■ WHAT IS REQUIRED ■
Scan the data below for the string "Galketiya". Copy every line where it appears.

§

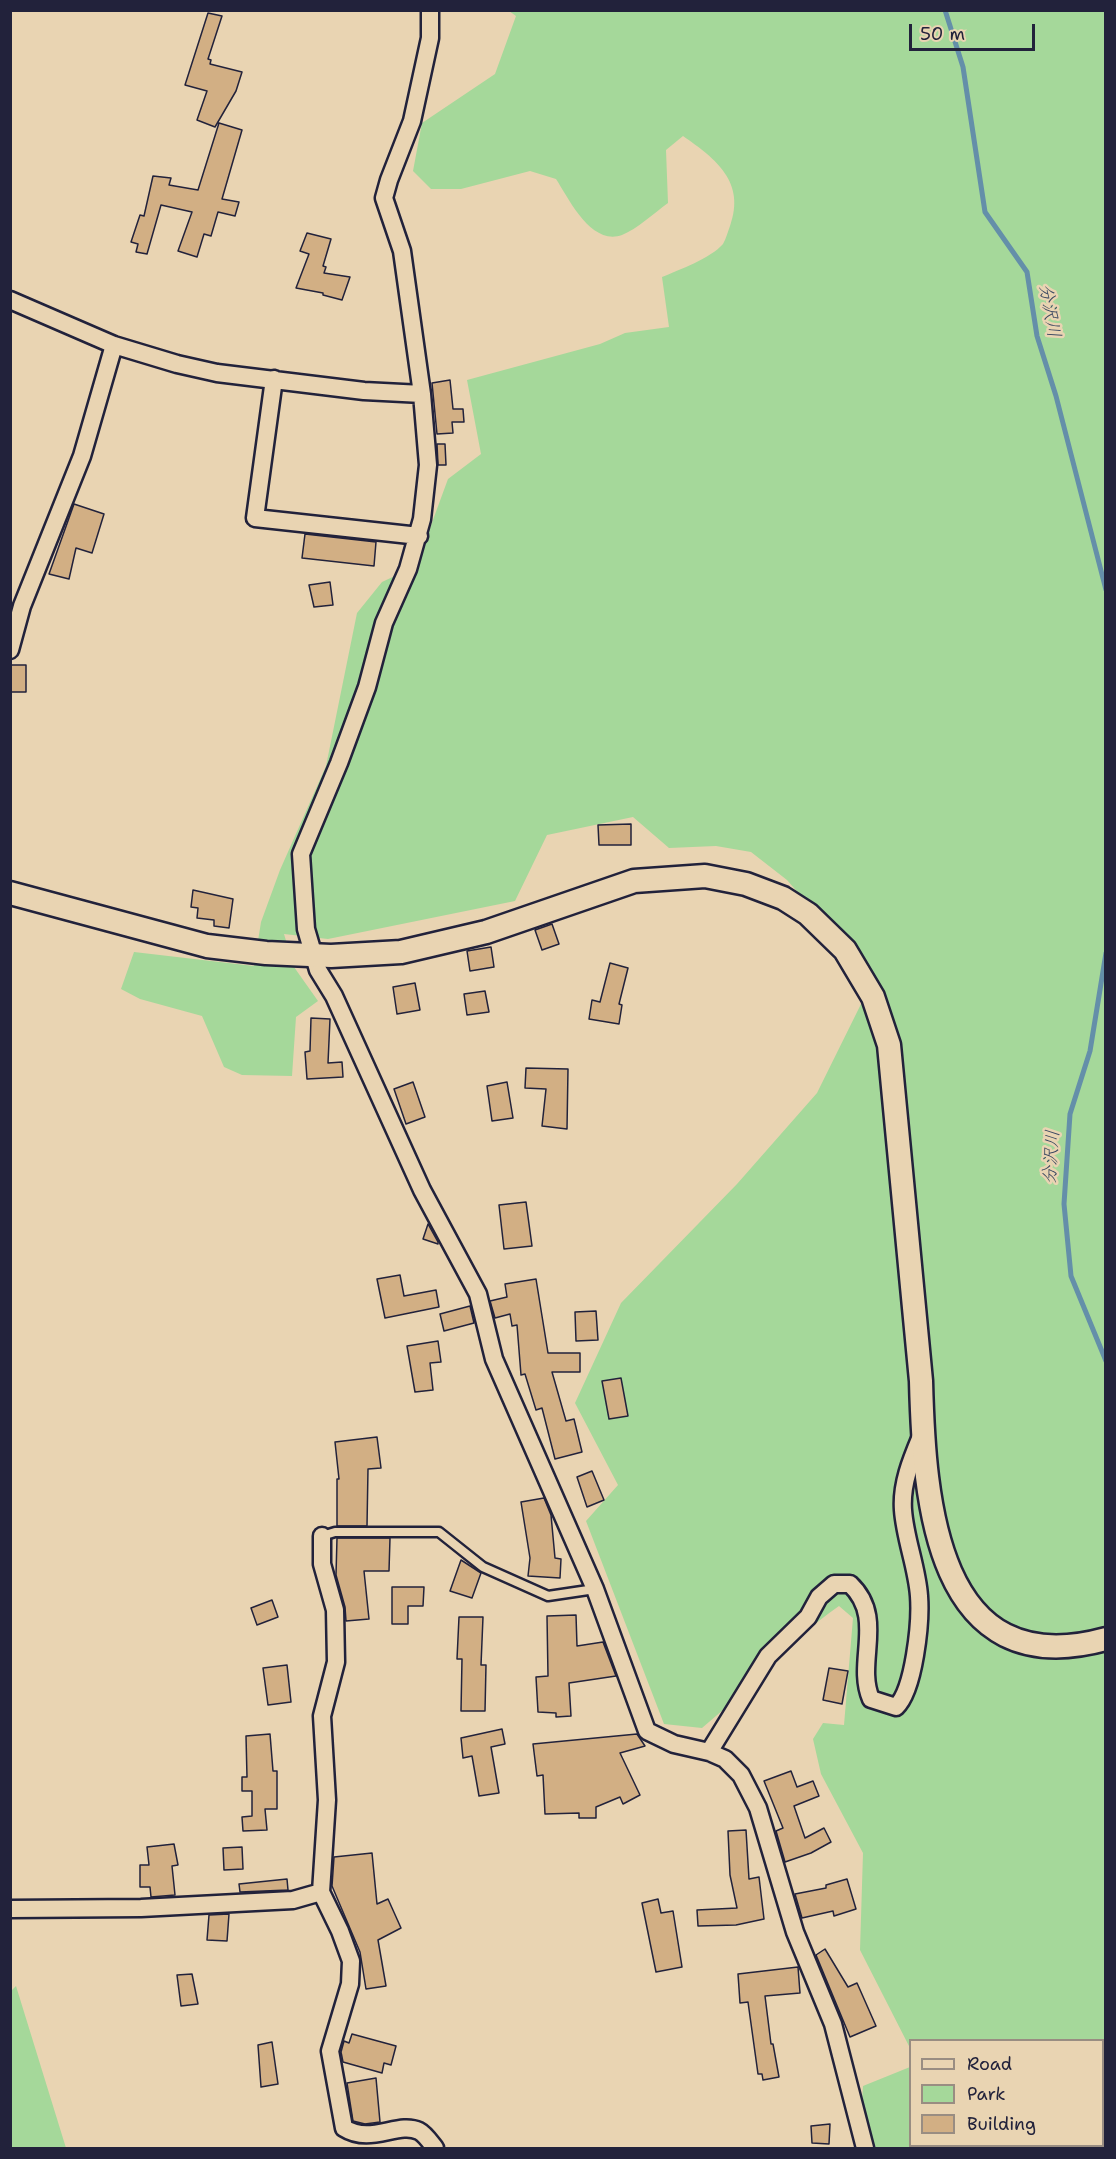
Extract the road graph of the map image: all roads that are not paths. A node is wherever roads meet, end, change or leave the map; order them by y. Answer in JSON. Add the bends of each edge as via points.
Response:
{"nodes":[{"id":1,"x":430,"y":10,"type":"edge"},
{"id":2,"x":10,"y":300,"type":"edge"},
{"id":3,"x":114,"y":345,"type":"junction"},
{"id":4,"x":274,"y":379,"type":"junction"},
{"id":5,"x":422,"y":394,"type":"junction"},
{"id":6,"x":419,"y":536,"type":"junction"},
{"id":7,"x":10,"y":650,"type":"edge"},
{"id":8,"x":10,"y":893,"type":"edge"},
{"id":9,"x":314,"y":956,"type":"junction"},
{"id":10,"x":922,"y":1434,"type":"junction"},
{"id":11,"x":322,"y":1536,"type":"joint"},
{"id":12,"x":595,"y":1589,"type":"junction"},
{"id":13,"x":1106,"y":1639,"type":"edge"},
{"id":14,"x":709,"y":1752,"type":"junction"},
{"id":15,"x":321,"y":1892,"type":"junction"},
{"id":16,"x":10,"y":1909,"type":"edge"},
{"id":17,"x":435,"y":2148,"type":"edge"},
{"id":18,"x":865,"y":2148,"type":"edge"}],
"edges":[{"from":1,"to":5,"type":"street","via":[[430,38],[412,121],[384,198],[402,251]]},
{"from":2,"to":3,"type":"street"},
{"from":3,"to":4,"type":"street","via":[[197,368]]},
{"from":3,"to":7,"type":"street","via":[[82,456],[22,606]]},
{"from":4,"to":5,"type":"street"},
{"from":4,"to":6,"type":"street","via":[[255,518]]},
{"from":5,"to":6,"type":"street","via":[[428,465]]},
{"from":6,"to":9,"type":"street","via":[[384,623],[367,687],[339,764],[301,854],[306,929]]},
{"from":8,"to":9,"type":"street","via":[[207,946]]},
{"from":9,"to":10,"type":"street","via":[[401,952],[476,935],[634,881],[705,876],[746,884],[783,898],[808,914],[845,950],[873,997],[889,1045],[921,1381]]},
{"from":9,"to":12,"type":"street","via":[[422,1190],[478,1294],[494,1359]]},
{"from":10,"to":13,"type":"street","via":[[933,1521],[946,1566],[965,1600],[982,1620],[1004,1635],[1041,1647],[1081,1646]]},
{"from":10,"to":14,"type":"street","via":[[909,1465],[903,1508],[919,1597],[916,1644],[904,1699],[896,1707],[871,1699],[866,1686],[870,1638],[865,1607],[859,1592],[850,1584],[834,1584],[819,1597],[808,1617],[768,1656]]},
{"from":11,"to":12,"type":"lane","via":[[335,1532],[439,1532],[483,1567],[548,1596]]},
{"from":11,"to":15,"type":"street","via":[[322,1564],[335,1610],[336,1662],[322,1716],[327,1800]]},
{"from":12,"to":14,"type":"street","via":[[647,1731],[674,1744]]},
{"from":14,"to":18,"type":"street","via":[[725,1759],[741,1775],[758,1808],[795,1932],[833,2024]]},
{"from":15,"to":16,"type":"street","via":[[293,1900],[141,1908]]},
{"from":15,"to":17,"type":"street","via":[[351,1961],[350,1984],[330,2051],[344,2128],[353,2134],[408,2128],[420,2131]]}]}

§

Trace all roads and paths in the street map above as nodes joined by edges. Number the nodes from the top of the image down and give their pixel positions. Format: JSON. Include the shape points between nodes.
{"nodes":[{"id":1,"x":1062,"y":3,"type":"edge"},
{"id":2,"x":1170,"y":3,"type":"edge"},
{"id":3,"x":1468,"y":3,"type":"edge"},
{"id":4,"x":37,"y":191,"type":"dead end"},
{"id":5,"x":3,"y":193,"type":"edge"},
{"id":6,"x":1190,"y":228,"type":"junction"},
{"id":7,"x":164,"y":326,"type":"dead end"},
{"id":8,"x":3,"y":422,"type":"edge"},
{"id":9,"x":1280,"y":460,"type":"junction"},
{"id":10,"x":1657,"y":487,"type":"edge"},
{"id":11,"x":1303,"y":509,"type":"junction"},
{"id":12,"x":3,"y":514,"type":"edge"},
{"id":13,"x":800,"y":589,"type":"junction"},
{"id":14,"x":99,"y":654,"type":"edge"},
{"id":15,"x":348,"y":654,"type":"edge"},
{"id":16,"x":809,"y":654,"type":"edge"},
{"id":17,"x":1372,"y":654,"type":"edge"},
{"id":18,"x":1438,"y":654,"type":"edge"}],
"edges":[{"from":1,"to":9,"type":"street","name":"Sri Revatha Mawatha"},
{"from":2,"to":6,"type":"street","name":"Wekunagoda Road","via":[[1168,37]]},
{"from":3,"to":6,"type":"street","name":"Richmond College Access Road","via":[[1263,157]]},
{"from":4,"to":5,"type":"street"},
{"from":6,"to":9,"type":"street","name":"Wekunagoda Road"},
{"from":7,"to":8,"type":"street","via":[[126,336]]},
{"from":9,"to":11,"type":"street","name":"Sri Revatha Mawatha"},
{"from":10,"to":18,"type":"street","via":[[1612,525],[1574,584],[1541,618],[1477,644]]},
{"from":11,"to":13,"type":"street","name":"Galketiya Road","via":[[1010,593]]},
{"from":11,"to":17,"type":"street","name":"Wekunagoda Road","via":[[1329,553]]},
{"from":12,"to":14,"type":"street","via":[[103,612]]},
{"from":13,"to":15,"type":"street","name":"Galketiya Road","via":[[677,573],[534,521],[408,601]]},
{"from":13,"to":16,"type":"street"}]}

§

■ TASK ANSWER ■
{"from":11,"to":13,"type":"street","name":"Galketiya Road","via":[[1010,593]]},
{"from":13,"to":15,"type":"street","name":"Galketiya Road","via":[[677,573],[534,521],[408,601]]},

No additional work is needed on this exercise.